The manufacturing costs of the device is ca. $300±$150, excluding cost of certification. Final cost depends on the scale of production. In case of short series, the work cost per piece will be higher; in case of longer series, most of production stages may be automatized. The parts of the device are rather cheap, the most expensive is pressure sensor (~$10), microcontroller (~$4), and set of LEDs ($5). Costs also encompass PCP, other electronic elements and connectors.

Conclusion

In this paper we present a device which allows control of self-application of stimulus by the subject being tested during three ANS tests: deep breathing, Valsalva maneuver, and static handgrip. The device integrates two gauges (built in air pressure and external muscle force ones) and a pace setter for breathing into one device. Furthermore, it enables one to record the time course of mouth air pressure or the muscle force produced by the subject during ANS tests.
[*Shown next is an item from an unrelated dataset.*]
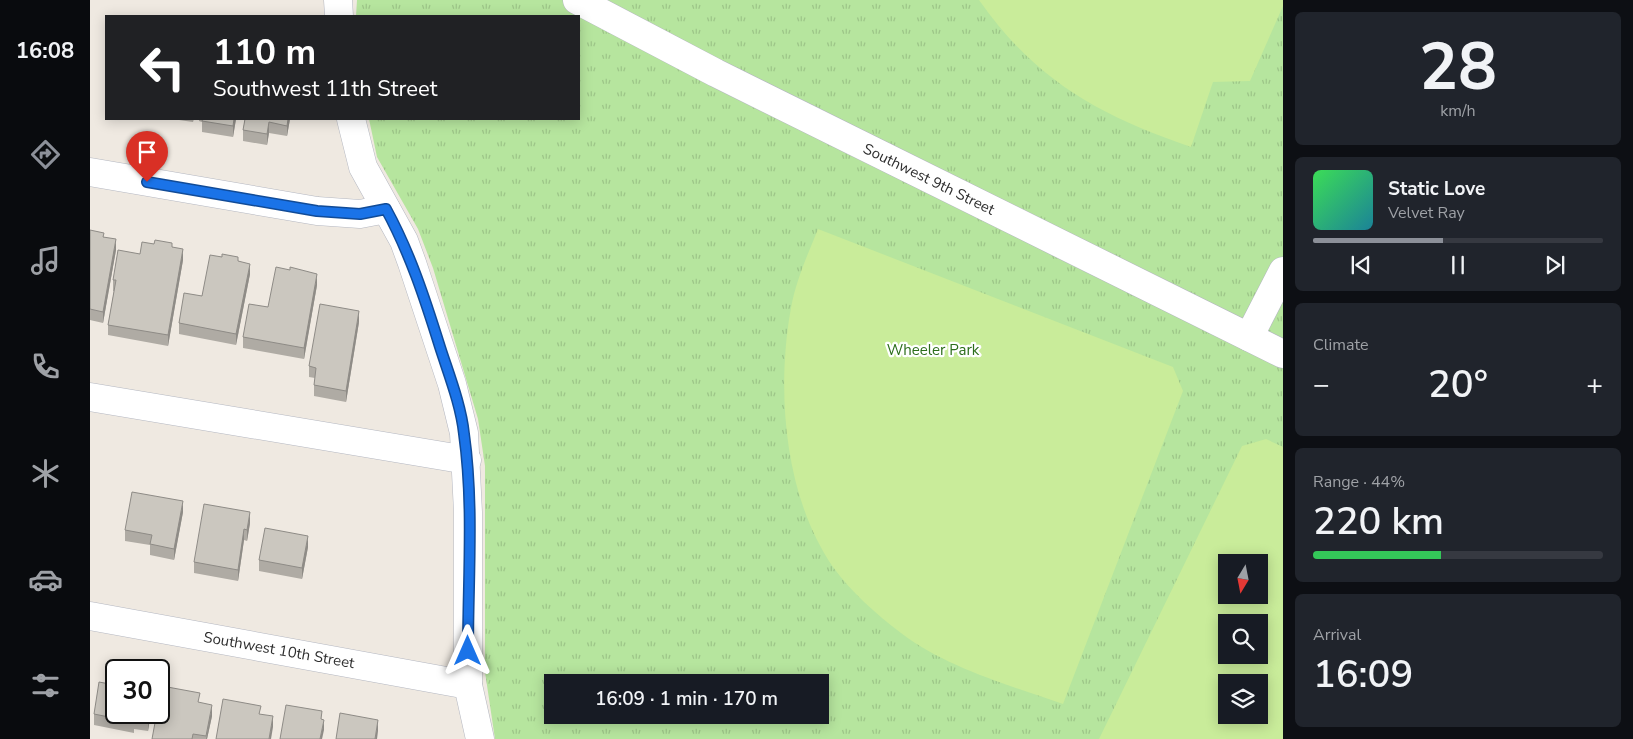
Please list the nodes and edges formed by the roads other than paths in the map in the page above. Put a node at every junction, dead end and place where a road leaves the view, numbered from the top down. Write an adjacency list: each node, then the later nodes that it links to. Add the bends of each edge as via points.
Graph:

Self-application of stimulus, as is the case during Valsalva maneuver, handgrip and deep breathing test brings a risk of generating improper stimulus which may change the outcome of the test. The device we described is aimed toward: 1) making it easier to generate correct stimulus by simplifying and unifying the way a test person controls stimulus generation, 2) reducing the stress involved with the task to perform self-stimulation correctly, as such stress may be an additional and uncontrollable stimulus, effecting test outcome. On the side of a person supervising the test the device enables 3) post hoc checking whether the stimulus is of acceptable quality and eventual rejection of tests’ outcome if stimulus deviates in unacceptable way from the assumed one. In addition, by making correct self-application of the stimulus easier, the device 4) shortens the time needed to give instruction, which shortens overall time devoted to performing Ewing’s test battery. The device has been used for research and has been accepted both by persons tested and those supervising the tests. We believe that this device will help improve the reliability and reproducibility of autonomic nervous system tests.